| TASK BRIEF |
Restate all the data word for word and omit the pictures.
*** Block opens ***
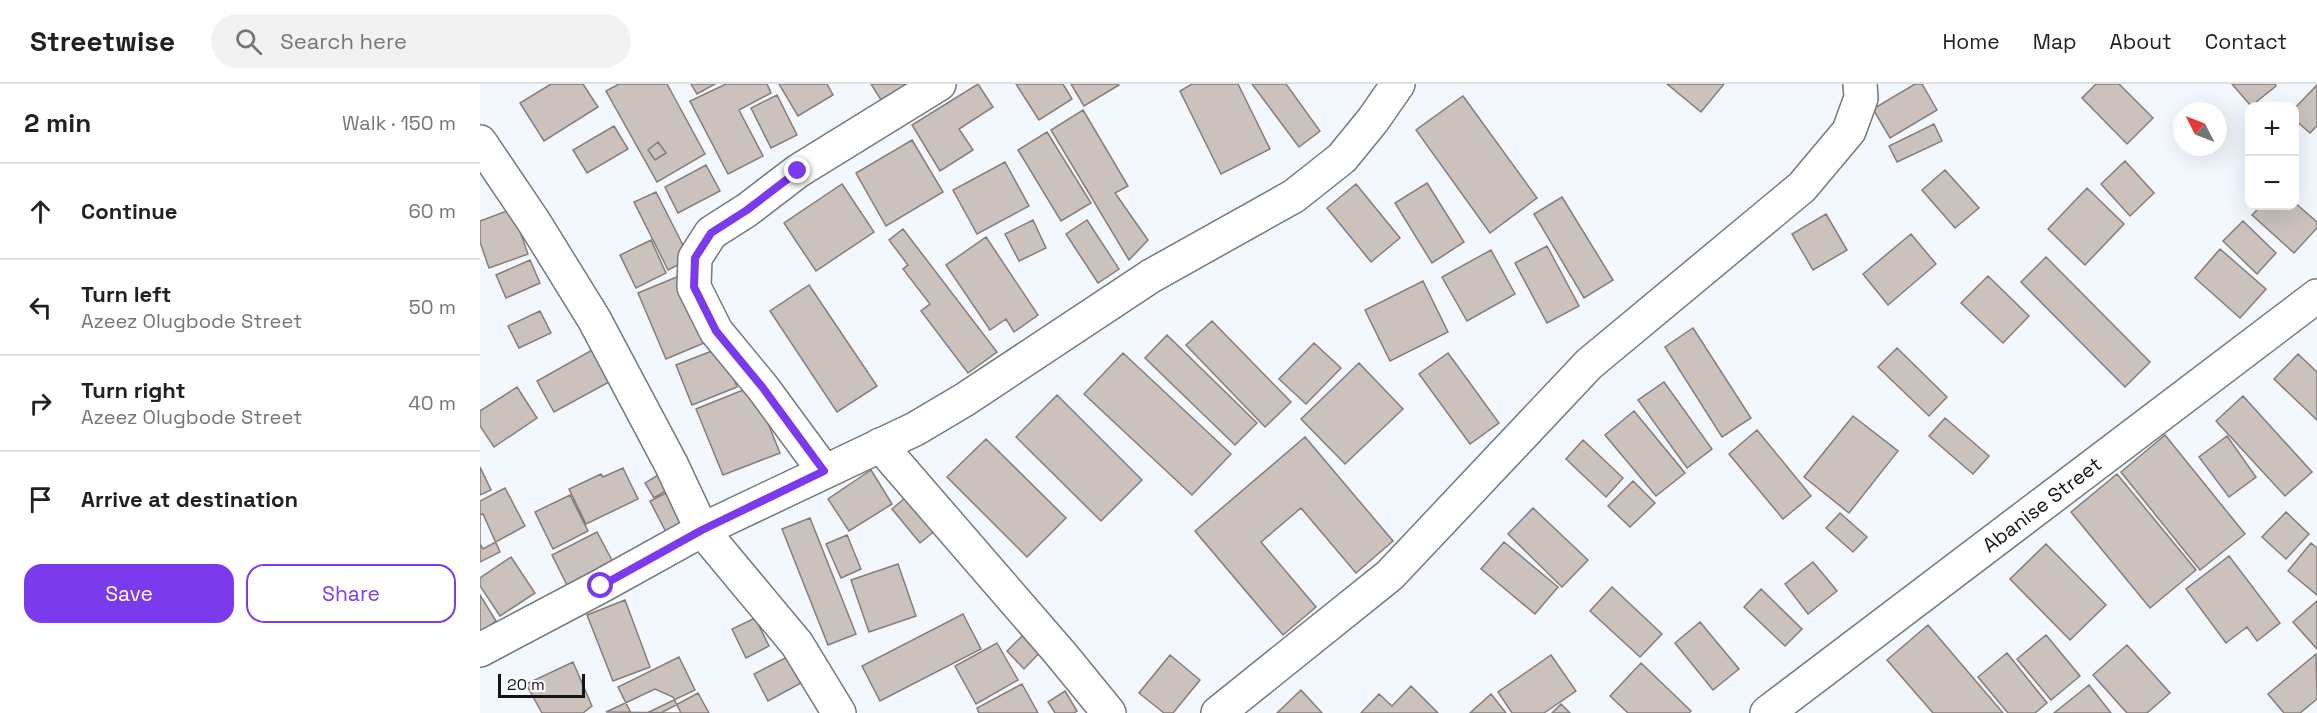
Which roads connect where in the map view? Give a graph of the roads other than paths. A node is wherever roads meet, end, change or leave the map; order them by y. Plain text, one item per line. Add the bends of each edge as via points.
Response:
1 (939, 84) edge
2 (1398, 84) edge
3 (1860, 84) edge
4 (480, 142) edge
5 (2317, 296) edge
6 (880, 445) junction
7 (824, 471) junction
8 (702, 530) junction
9 (480, 650) edge
10 (839, 713) edge
11 (1109, 713) edge
12 (1218, 713) edge
13 (1767, 713) edge

1 - 7 street via 798,171 711,233 695,258 694,287 716,331
2 - 6 street via 1342,158 1294,196 1151,276 964,400
3 - 12 street via 1861,98 1849,131 1802,187 1589,364 1390,575
4 - 8 street via 594,319
5 - 13 street, Abanise Street
6 - 7 street
6 - 11 street
7 - 8 street
8 - 9 street
8 - 10 street via 797,644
*** Block closes ***
| SOLUTION TO THE PROBLEM |
Which roads connect where in the map view? Give a graph of the roads other than paths. A node is wherever roads meet, end, change or leave the map; order them by y. Plain text, one item per line. Add the bends of each edge as via points.
Response:
1 (939, 84) edge
2 (1398, 84) edge
3 (1860, 84) edge
4 (480, 142) edge
5 (2317, 296) edge
6 (880, 445) junction
7 (824, 471) junction
8 (702, 530) junction
9 (480, 650) edge
10 (839, 713) edge
11 (1109, 713) edge
12 (1218, 713) edge
13 (1767, 713) edge

1 - 7 street via 798,171 711,233 695,258 694,287 716,331
2 - 6 street via 1342,158 1294,196 1151,276 964,400
3 - 12 street via 1861,98 1849,131 1802,187 1589,364 1390,575
4 - 8 street via 594,319
5 - 13 street, Abanise Street
6 - 7 street
6 - 11 street
7 - 8 street
8 - 9 street
8 - 10 street via 797,644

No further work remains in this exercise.